Its global use without government oversight or intervention scares them and over time could diminish the US dollar’s dominance as a reserve currency for the globe. You need to maintain and protect the status quo of large financial institutions and intermediaries. They are relatively long-time members of the government and they clearly believe that our government controls things.
Whenever they adopt rules and guidelines that hinder or try to regulate our activities, they always claim that it is for our own good, e.g. inflation. But we know better, don’t we?
On the other hand, for those of us who believe in the promise of distributed ledger technology, in my opinion, the good news is too late. The way BTC, Ether (ETH) and other cryptocurrencies traveling digitally from country to country worldwide is outside the regulations of any country, including the United States of America.
That’s right, let me say it again: it is too late. A country cannot kill it by banning its uses and activities, nor can a country regulate its use by global citizens to control BTC and its citizens. Bitcoin is now a world currency that neither belongs to nor is controlled by a country or currency group. It belongs to the citizens of the world.

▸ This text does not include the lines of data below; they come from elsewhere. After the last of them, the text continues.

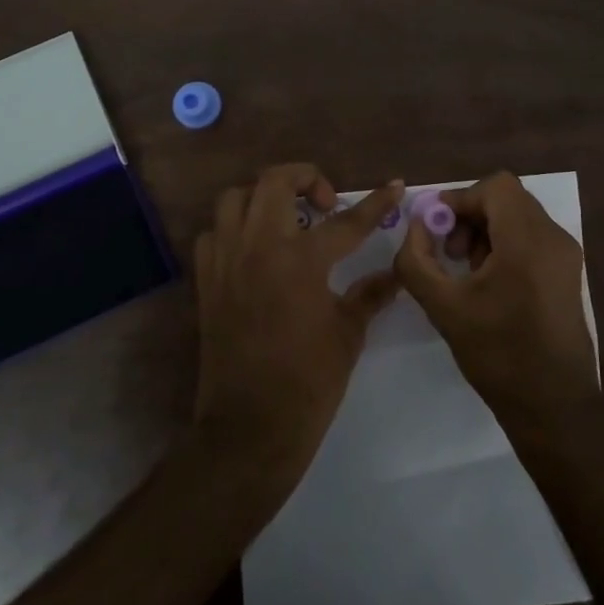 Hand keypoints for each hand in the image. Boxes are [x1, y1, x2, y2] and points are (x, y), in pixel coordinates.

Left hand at [192, 165, 404, 486]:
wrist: (250, 427)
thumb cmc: (308, 382)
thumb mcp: (348, 334)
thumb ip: (370, 294)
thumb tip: (397, 273)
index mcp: (301, 261)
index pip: (347, 221)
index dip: (376, 203)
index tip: (396, 185)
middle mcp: (259, 247)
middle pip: (275, 181)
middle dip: (306, 177)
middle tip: (325, 202)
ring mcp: (226, 261)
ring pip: (235, 198)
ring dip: (263, 197)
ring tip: (286, 218)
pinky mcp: (206, 280)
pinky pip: (213, 233)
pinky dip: (234, 229)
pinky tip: (253, 249)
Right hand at [395, 171, 597, 424]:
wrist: (553, 406)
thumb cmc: (498, 355)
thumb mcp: (443, 307)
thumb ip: (417, 261)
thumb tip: (416, 227)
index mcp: (528, 241)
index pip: (496, 187)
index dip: (460, 199)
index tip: (436, 227)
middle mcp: (554, 238)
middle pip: (507, 199)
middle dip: (471, 216)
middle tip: (449, 251)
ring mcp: (567, 255)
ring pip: (520, 217)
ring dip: (487, 230)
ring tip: (467, 270)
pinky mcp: (569, 273)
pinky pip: (533, 238)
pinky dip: (506, 244)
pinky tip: (489, 282)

Do you need proof of what I’m saying?
Check out China, which has banned activities in cryptocurrencies several times in the last few years, but not in possession of the token. Now it bans mining and trade again. Did that cause the downfall of BTC? No. Instead, the mining industry has relocated to Eastern Europe and the United States.

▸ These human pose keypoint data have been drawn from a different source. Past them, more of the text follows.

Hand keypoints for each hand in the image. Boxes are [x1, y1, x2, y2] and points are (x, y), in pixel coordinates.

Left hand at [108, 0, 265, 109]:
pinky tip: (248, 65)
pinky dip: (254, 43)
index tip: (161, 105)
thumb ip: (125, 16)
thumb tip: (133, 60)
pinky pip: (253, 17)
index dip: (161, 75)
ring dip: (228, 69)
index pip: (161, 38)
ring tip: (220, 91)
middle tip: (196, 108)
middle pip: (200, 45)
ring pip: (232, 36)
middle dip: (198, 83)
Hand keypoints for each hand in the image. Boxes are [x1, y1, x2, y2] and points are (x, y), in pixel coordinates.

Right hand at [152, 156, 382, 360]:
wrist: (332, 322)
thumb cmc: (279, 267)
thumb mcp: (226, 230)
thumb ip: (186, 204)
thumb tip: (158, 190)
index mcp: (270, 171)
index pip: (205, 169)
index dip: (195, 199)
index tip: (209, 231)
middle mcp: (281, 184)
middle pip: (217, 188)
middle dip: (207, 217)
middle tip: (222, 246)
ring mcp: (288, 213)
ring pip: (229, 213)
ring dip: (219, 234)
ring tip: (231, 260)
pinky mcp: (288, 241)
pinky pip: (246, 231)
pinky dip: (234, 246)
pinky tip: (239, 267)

Look at South Korea, that required all crypto exchanges to register with its regulator last week. Dozens don’t have it.
Look at India, that also banned the use of BTC, up to his Supreme Court reversed this law. Today an August analysis by Chainanalysis reports that India is now in second place in the world in the introduction of cryptocurrencies.
Crypto is the inevitable
I’ve been saying since 2017 that I believe that in time we will have a dual financial system and a dual economy. There will be a crypto world economy and a parallel digital fiat currency in the form of central bank digital currencies or CBDCs that Powell is working on at the Federal Reserve and that China has already introduced to its citizens in major cities, called the digital yuan.

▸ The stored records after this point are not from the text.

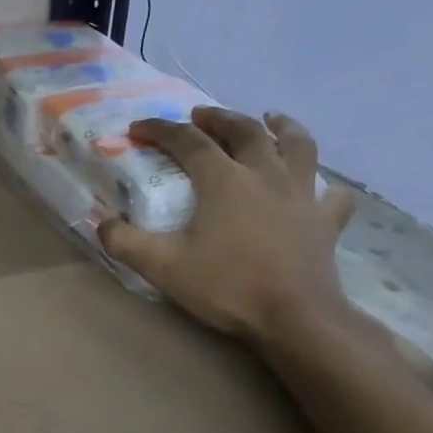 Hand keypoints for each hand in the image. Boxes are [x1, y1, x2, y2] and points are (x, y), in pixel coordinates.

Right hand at [98, 108, 358, 348]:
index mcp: (224, 180)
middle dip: (218, 118)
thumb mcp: (162, 266)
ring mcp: (302, 195)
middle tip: (200, 115)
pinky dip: (322, 185)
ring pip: (298, 145)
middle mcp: (265, 174)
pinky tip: (317, 188)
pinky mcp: (326, 221)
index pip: (188, 141)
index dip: (160, 130)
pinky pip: (330, 194)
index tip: (139, 128)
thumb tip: (102, 223)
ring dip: (283, 127)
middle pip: (244, 131)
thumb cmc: (226, 286)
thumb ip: (124, 242)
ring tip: (271, 119)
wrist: (295, 317)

Accordingly, I am contradicting the history lesson of the SEC chairman when he says that private currencies are not permanent, which means the same will apply to BTC. I disagree with his characterization. I don’t see BTC as a “private” currency. On the contrary, it is a World currency, very public and accessible to anyone with a smartphone or computer. It is not created by a private or authorized blockchain, but by an unauthorized one.
While BTC is not a fiat currency created by a sovereign government, it is no less a medium of exchange for the millions of people around the world who use it daily to buy, send to relatives in other jurisdictions, and with theirs Trade price movement. Just like the daily trading of forex traders with the price development of the US dollar. If Gensler argues that BTC is not backed by anything, he may need a lesson to be reminded that the U.S. dollar has not been backed by gold since 1971.
Marc Powers is currently Associate Professor at Florida International University College of Law, where he teaches Blockchain, Crypto and Regulatory Considerations and Fintech Law. He recently retired from Am Law 100 law firm, where he built both the national practice team for securities disputes and regulatory enforcement and the hedge fund industry. Marc began his legal career in the SEC’s Enforcement Division. During his 40 years as a lawyer, he has been involved in representations including the Bernie Madoff Ponzi program, a recent presidential pardon, and the insider trading lawsuit against Martha Stewart.
Views expressed are those of the author alone and do not necessarily reflect the views of Cointelegraph or Florida International University College of Law or its affiliates. This article is for general informational purposes and is not intended as legal or investment advice.